À la Manufacture des Abbesses, Sarah Pèpe présente sa très belle pièce Points de bascule, une histoire de femmes prises dans l’engrenage d’un monde qui n’hésite pas à broyer les siens.
Elle a claqué la porte de chez elle, il y a longtemps… Elle a roulé sa bosse sur les chemins de la vie mais voilà, aujourd’hui, elle a besoin d’un job. Alors, faisant table rase de son passé, le temps d’un instant, elle demande à sa petite sœur, cadre dans un hypermarché, de l’employer. Elle sera caissière. Découvrant les conditions de travail de ses collègues, elle va devenir la cheville ouvrière d’une prise de conscience qui ira jusqu’à la grève générale.
Les choses de la vie
Toute la pièce de Sarah Pèpe est construite autour des deux sœurs. Tout se passe dans le bureau de la cadette qui convoque régulièrement son aînée.

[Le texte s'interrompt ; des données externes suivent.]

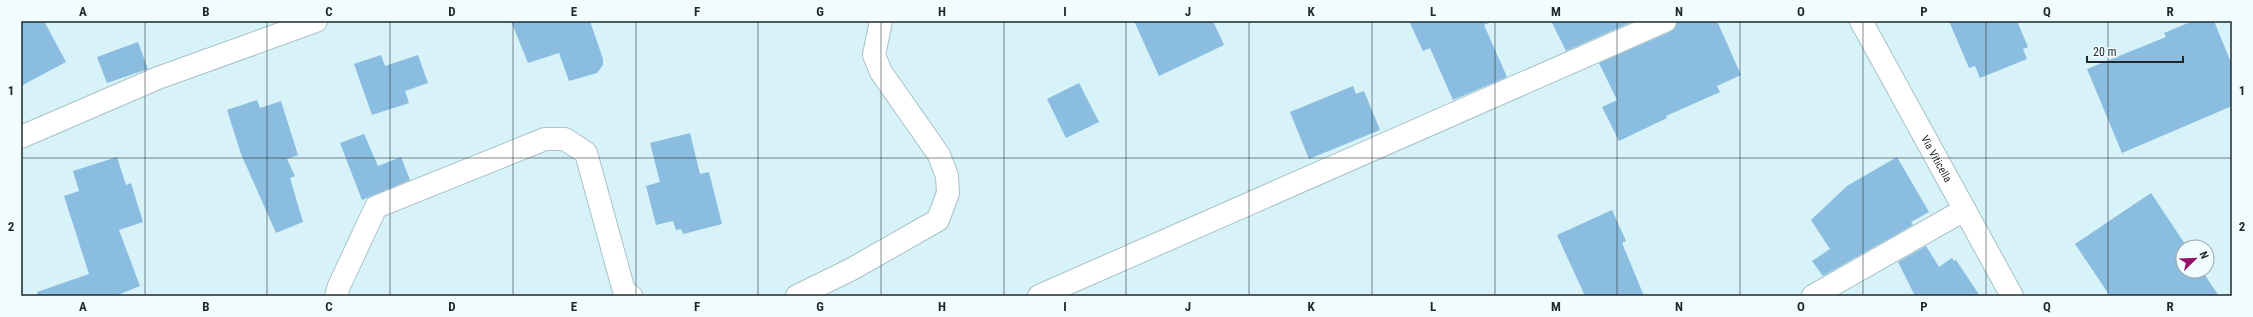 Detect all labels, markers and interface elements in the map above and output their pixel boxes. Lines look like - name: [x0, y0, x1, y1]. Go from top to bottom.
- text: A: [79, 4, 87, 19]
- text: B: [202, 4, 210, 19]
- text: C: [325, 4, 333, 19]
- text: D: [448, 4, 456, 19]
- text: E: [571, 4, 578, 19]
- text: F: [694, 4, 700, 19]
- text: G: [816, 4, 824, 19]
- text: H: [938, 4, 946, 19]
- text: I: [1063, 4, 1067, 19]
- text: J: [1185, 4, 1191, 19]
- text: K: [1307, 4, 1315, 19]
- text: L: [1430, 4, 1436, 19]
- text: M: [1551, 4, 1561, 19]
- text: N: [1675, 4, 1683, 19]
- text: O: [1797, 4, 1805, 19]
- text: P: [1920, 4, 1928, 19]
- text: Q: [2043, 4, 2051, 19]
- text: R: [2166, 4, 2174, 19]
- scale bar: [2087, 38, 2183, 64]
- text: 20 m: [2093, 45, 2117, 59]
- text: 1: [8, 83, 14, 98]
- text: 1: [2239, 83, 2245, 98]
- street label: Via Viticella: [1918, 133, 1954, 185]
- text: 2: [8, 219, 15, 234]
- text: 2: [2239, 219, 2246, 234]
- north arrow: [2175, 239, 2215, 279]
- text: N: [2196, 250, 2211, 261]
- text: A: [79, 299, 87, 314]
- text: B: [202, 299, 210, 314]
- text: C: [325, 299, 333, 314]
- text: D: [448, 299, 456, 314]
- text: E: [571, 299, 578, 314]
- text: F: [694, 299, 700, 314]
- text: G: [816, 299, 824, 314]
- text: H: [938, 299, 946, 314]
- text: I: [1063, 299, 1067, 314]
- text: J: [1185, 299, 1191, 314]
- text: K: [1307, 299, 1315, 314]
- text: L: [1430, 299, 1436, 314]
- text: M: [1551, 299, 1561, 314]
- text: N: [1675, 299, 1683, 314]
- text: O: [1797, 299, 1805, 314]
- text: P: [1920, 299, 1928, 314]
- text: Q: [2043, 299, 2051, 314]
- text: R: [2166, 299, 2174, 314] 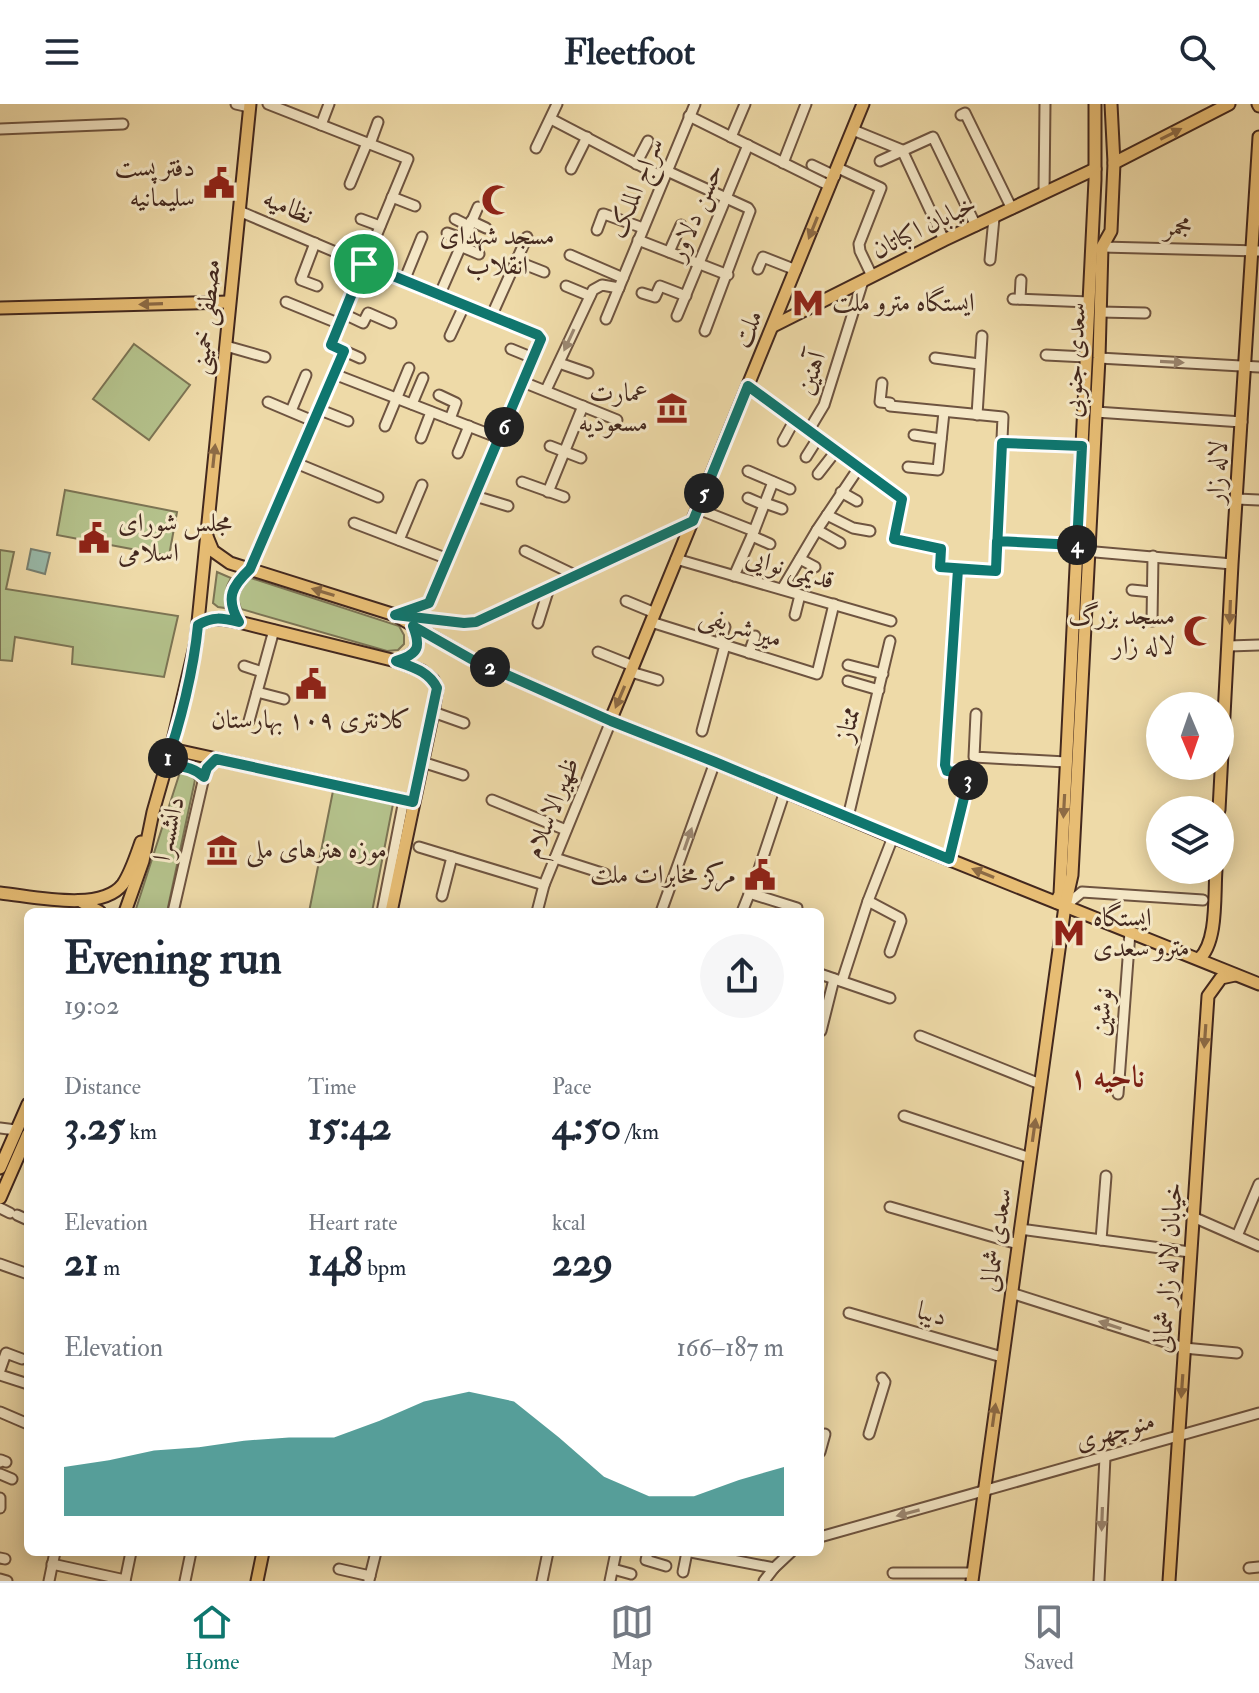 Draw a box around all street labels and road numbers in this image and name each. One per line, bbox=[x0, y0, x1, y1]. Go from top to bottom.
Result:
street label: سراج الملک bbox=[601, 133, 677, 246]
street label: حسن دلاور bbox=[660, 159, 732, 269]
street label: نظامیه bbox=[258, 182, 318, 232]
street label: خیابان اکباتان bbox=[866, 188, 982, 266]
street label: مجمر bbox=[1160, 210, 1193, 243]
street label: مصطفی خمینی bbox=[184, 257, 230, 377]
street label: سعدی جنوبی bbox=[1057, 302, 1095, 418]
street label: ملت bbox=[726, 305, 770, 353]
street label: آهنین bbox=[789, 345, 834, 399]
street label: لاله زار bbox=[1199, 440, 1235, 507]
street label: قدیمی نوایی bbox=[742, 541, 838, 598]
street label: میر شریفی bbox=[695, 599, 786, 657]
street label: ممتاز bbox=[828, 703, 868, 747]
street label: ظهیرالاسلام bbox=[517, 753, 592, 865]
street label: دانشسرا bbox=[146, 793, 192, 865]
street label: نوشین bbox=[1084, 987, 1120, 1037]
street label: خیابان لاله زار شمالی bbox=[1146, 1181, 1190, 1355]
street label: سعدی شمالی bbox=[973, 1186, 1019, 1294]
street label: دیبا bbox=[913, 1295, 951, 1333]
street label: منوچهری bbox=[1071, 1404, 1159, 1458] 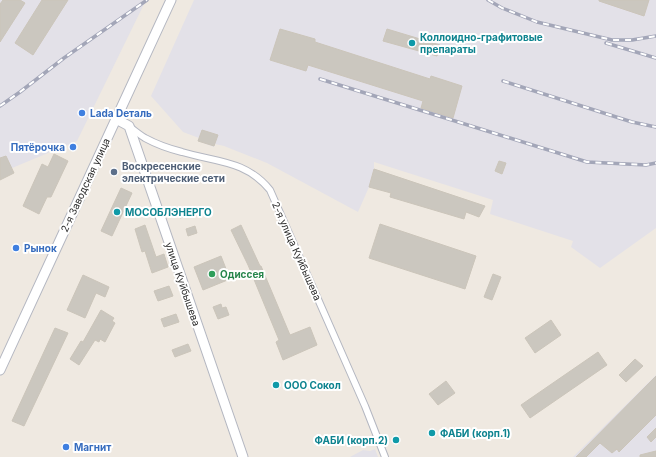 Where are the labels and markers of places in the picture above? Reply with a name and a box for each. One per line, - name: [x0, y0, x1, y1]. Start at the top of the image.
- place label: Коллоидно-графитовые препараты: [420, 31, 543, 55]
- marker: Коллоидно-графитовые препараты: [407, 38, 417, 48]
- place label: Lada Dеталь: [90, 107, 152, 119]
- marker: Lada Dеталь: [77, 108, 87, 118]
- place label: Пятёрочка: [11, 141, 65, 153]
- marker: Пятёрочка: [68, 142, 78, 152]
- place label: Воскресенские электрические сети: [122, 160, 225, 184]
- marker: Воскресенские электрические сети: [109, 167, 119, 177]
- place label: МОСОБЛЭНЕРГО: [125, 206, 212, 218]
- marker: МОСОБЛЭНЕРГО: [112, 207, 122, 217]
- place label: Рынок: [24, 242, 57, 254]
- marker: Рынок: [11, 243, 21, 253]
- place label: Одиссея: [220, 268, 264, 280]
- marker: Одиссея: [207, 269, 217, 279]
- place label: ООО Сокол: [284, 379, 341, 391]
- marker: ООО Сокол: [271, 380, 281, 390]
- place label: ФАБИ (корп.1): [440, 427, 511, 439]
- marker: ФАБИ (корп.1): [427, 428, 437, 438]
- place label: ФАБИ (корп.2): [315, 434, 388, 446]
- marker: ФАБИ (корп.2): [391, 435, 401, 445]
- place label: Магнит: [74, 441, 111, 453]
- marker: Магнит: [61, 442, 71, 452]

C’est à travers leurs échanges que l’on comprend ce qui se passe en bas, chez les Damnés de la caisse, celles qui doivent ne jamais perdre la cadence toutes comme les ouvrières, leurs cousines ! Aujourd’hui, il n’y a plus de patron à combattre mais des actionnaires anonymes qui demandent aux cadres d’ être l’intermédiaire entre eux et le personnel, et surtout de veiller à la bonne marche de leurs actions. Ce principe scénique fonctionne très bien, donnant ainsi une articulation humaine au dialogue entre le bas et le haut de l’échelle. Ce n’est simple pour personne. De l’extérieur, on n’entendra que le murmure puis le bruit de la révolte.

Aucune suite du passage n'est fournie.